Work item: Select the lines of the records containing the word "Expo" and list them.

· · ·

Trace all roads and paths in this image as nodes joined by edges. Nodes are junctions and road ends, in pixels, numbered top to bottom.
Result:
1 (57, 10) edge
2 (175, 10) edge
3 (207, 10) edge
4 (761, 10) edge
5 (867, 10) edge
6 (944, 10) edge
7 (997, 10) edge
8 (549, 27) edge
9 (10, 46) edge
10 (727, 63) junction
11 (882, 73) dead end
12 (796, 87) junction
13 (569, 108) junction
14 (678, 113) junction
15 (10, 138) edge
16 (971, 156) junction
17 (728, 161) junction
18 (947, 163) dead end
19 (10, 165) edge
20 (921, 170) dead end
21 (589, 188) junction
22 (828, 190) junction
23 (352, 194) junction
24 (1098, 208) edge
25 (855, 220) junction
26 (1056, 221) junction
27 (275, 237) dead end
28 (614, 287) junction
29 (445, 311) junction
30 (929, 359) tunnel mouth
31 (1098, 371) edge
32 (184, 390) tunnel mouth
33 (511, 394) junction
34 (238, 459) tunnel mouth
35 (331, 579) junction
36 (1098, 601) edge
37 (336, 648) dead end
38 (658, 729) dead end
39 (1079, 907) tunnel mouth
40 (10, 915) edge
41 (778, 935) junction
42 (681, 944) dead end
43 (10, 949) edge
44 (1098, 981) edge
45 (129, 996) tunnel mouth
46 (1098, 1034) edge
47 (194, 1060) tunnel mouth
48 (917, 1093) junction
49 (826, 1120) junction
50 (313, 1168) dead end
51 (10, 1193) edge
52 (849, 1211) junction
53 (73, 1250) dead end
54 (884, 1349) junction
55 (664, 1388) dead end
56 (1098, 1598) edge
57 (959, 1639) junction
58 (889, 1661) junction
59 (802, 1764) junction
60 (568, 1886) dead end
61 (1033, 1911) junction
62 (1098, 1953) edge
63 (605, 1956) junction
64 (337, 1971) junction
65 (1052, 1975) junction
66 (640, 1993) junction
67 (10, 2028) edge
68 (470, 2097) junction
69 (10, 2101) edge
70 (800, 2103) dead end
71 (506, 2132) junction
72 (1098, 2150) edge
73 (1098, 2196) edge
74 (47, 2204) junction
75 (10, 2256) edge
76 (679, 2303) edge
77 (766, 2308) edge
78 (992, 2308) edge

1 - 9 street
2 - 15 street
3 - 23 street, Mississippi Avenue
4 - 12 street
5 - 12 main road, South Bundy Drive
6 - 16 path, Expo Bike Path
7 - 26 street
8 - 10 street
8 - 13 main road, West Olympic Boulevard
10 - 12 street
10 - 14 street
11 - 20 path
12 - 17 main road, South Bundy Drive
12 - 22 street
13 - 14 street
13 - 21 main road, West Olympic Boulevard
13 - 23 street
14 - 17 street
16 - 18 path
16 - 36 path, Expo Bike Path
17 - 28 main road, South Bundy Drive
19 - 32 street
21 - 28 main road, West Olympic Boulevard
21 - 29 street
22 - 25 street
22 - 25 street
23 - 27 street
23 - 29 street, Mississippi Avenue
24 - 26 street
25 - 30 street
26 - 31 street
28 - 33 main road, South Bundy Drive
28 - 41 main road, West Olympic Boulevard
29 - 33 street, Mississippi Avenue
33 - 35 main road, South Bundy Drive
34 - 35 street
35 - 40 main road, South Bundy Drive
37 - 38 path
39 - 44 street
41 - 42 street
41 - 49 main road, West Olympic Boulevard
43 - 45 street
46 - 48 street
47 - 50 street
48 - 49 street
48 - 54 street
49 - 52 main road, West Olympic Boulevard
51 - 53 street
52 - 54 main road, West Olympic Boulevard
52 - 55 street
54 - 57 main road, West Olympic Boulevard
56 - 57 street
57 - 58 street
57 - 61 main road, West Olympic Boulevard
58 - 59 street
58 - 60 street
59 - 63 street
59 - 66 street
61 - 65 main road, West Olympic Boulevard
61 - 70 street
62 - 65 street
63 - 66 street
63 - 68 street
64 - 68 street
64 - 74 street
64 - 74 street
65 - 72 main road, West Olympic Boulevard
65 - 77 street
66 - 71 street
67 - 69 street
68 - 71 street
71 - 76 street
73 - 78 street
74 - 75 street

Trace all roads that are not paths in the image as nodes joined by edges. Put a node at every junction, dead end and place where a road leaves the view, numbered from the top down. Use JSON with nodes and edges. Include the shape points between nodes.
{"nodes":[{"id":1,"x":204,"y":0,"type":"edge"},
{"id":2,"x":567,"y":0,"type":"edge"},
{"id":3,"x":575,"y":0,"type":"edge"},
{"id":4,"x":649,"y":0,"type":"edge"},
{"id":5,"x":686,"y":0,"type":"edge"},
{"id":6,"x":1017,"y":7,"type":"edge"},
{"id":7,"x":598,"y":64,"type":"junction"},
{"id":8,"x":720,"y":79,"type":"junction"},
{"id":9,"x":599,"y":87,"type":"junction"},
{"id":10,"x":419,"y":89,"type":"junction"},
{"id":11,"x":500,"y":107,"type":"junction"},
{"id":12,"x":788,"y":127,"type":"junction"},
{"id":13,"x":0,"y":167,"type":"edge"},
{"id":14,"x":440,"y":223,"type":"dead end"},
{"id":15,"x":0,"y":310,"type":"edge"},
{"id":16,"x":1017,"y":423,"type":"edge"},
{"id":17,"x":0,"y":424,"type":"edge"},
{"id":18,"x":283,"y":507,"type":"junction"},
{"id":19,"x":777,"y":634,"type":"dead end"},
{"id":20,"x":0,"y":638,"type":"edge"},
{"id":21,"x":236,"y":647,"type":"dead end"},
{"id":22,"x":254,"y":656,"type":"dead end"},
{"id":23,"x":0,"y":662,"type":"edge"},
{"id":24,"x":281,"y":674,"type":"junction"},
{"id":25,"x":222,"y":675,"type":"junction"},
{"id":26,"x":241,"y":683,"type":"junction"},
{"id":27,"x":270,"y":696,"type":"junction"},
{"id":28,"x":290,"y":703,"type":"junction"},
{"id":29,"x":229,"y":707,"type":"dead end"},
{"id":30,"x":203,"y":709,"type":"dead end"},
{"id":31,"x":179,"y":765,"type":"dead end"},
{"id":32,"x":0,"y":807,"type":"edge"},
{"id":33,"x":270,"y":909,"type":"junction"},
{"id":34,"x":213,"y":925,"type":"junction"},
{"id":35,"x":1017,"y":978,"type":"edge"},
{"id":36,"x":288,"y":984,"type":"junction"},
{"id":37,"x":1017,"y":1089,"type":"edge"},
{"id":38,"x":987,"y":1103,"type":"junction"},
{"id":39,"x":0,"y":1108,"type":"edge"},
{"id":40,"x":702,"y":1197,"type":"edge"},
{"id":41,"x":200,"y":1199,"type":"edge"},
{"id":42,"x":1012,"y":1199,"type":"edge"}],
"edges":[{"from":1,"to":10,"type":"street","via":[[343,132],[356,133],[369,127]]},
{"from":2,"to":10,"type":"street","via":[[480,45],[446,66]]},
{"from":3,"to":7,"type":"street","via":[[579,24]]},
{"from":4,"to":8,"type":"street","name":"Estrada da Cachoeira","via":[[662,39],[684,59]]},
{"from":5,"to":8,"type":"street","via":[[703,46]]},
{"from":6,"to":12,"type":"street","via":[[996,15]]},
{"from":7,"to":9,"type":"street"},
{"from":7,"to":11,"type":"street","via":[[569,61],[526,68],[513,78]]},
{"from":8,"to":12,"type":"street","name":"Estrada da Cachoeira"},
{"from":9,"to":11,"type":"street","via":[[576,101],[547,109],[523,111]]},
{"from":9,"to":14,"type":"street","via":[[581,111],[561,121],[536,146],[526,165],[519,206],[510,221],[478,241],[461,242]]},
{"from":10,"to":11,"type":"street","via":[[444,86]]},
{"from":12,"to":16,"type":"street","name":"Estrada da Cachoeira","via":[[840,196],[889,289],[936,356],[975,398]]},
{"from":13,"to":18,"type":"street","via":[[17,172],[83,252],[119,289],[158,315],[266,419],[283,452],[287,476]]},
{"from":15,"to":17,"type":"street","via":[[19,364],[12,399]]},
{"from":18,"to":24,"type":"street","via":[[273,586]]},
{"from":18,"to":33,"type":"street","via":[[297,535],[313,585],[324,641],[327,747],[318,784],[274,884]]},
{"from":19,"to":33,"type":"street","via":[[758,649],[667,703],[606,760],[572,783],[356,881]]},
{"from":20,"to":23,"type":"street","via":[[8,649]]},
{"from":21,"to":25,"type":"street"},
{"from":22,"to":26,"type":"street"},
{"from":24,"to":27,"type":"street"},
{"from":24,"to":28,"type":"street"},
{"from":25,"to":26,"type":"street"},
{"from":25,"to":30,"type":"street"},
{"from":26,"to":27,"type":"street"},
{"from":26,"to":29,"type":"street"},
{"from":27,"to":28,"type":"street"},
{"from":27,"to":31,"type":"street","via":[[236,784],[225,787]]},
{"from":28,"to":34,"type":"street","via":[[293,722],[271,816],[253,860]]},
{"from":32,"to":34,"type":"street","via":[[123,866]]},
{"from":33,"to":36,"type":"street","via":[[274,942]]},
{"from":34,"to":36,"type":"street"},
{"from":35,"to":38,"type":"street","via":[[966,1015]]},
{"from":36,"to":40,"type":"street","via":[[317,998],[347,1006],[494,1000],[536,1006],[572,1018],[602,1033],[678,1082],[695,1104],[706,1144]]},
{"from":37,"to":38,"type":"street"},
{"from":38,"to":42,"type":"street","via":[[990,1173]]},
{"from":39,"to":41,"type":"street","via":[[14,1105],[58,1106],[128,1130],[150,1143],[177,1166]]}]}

· · ·

Solution to this exercise:
6 - 16 path, Expo Bike Path
16 - 36 path, Expo Bike Path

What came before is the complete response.